I have been helping to update KCJS’s student handbook. One of my tasks is editing its existing content for clarity and flow. While doing so, I look for areas that could be improved by adding additional information. I have been creating brief explanations for things that I wish I had known when I first arrived in Kyoto. For example, how to watch for deals on Peach Airline flights, how to purchase concert or flight tickets at convenience stores, and how and why I should acquire an ICOCA card. Looking back over the handbook has allowed me to reflect on all the ways in which I have managed to acclimate to my life in Japan, as well as on how different things will be after I go home to Chicago in a few short weeks. Working in the office has also given me the opportunity to practice my keigo, which I seem to never use correctly.
Getting many first-hand encounters with Japan’s hospital system has been an eye-opening cultural experience in itself. I have had to explain my pain to multiple doctors in Japanese, each time broadening my vocabulary with the words for new symptoms and medical procedures. Never has the need for me to use clear, accurate Japanese been more important. Though I did not expect to be spending two months of my Kyoto exchange on crutches, the situation has given me the opportunity to expand my knowledge of Japan to practical medical terms, and has given me confidence in navigating a foreign hospital system. These eye-opening experiences will surely come in handy if I choose to live in Japan again later in my life.
I’m sorry your injuries got in the way of your CIP, but I’m glad you were able to turn it into something positive! It seems you were able to help a lot of future students by updating the handbook! I for one have benifited extremely by knowing about how to buy concert tickets and cheap flights and I’m sure future students will need to know that and more.

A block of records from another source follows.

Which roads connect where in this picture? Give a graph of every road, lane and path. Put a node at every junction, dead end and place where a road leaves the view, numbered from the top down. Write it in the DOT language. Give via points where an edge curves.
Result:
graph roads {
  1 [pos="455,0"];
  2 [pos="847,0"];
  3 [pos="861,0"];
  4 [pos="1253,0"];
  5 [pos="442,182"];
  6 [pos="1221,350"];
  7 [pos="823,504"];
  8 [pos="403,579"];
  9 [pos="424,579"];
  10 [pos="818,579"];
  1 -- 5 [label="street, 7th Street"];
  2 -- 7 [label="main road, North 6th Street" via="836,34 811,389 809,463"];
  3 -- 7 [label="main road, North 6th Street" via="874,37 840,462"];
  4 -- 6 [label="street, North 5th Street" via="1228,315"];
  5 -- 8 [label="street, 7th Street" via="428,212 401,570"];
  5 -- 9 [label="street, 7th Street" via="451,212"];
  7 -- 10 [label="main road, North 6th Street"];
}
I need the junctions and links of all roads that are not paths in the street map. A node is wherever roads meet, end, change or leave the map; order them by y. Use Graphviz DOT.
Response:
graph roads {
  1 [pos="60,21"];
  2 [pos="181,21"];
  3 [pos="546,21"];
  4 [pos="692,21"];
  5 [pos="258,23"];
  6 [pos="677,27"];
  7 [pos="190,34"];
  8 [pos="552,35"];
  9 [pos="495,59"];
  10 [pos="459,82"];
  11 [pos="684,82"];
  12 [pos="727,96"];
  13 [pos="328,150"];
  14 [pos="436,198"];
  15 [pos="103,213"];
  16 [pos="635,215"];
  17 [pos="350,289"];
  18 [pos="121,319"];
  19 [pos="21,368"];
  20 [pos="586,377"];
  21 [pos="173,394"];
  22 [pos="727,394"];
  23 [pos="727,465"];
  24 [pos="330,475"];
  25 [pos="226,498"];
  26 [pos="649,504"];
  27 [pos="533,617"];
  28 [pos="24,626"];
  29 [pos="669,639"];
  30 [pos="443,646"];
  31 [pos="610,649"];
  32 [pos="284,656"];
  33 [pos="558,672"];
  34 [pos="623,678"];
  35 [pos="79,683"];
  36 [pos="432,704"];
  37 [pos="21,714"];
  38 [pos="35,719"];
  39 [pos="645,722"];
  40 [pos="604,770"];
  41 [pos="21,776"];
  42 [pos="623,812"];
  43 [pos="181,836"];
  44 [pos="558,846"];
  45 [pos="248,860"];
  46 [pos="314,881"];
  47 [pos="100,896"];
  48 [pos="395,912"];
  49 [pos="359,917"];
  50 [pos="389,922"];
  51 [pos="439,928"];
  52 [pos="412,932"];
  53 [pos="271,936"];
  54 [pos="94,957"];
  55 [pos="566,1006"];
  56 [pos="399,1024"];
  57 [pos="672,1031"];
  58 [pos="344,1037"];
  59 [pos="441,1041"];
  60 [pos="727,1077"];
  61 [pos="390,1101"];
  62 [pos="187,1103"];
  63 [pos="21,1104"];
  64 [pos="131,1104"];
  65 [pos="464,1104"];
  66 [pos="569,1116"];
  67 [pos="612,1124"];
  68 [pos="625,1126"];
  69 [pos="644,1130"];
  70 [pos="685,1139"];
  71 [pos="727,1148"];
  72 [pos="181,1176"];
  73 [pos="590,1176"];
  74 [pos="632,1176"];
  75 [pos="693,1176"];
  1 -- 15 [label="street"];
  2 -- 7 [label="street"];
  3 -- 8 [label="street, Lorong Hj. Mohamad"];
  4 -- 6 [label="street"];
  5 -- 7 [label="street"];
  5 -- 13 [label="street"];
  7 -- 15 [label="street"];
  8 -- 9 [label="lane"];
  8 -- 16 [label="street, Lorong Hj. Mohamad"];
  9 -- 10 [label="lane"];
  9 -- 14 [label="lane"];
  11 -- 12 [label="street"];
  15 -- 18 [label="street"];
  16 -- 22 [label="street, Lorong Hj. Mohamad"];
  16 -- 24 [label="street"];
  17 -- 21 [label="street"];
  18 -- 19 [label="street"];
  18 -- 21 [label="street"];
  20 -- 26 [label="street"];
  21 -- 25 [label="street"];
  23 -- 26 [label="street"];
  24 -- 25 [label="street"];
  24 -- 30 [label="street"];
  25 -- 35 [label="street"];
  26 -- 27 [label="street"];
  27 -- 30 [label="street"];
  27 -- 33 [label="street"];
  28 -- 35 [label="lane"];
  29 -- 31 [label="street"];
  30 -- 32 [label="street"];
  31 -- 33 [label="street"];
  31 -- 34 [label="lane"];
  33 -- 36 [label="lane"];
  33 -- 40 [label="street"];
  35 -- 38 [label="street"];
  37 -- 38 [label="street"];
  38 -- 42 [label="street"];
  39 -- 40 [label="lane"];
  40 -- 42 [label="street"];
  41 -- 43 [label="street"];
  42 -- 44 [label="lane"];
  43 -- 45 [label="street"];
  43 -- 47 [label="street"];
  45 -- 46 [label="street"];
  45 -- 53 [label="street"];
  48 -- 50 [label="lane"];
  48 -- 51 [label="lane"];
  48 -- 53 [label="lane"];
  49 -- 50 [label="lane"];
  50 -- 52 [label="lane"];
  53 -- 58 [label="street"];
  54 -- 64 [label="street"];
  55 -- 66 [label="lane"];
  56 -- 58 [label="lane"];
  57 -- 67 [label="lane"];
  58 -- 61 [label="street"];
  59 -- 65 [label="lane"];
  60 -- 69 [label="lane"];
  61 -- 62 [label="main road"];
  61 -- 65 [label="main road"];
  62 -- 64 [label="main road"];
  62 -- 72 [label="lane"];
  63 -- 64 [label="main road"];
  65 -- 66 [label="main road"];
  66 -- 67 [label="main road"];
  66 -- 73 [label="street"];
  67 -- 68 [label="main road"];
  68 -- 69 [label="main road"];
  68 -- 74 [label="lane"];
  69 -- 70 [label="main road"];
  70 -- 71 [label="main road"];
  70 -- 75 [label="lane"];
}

As for the hospital experience, now you can help that random foreigner in need if they injure themselves, or a fellow student! It seems like you got real life experience this semester which I hope helps you out in the future. Good luck!
Thank you for your kind words. 🙂 Though I regret not being able to pursue pottery lessons, I definitely gained many new Japanese vocabulary that never would have come across during a conventional CIP experience. I hope that I’ll never need to use some of those new vocab words again (like “stress fracture” or “nerve damage”), but they’re still good ones to have in my back pocket!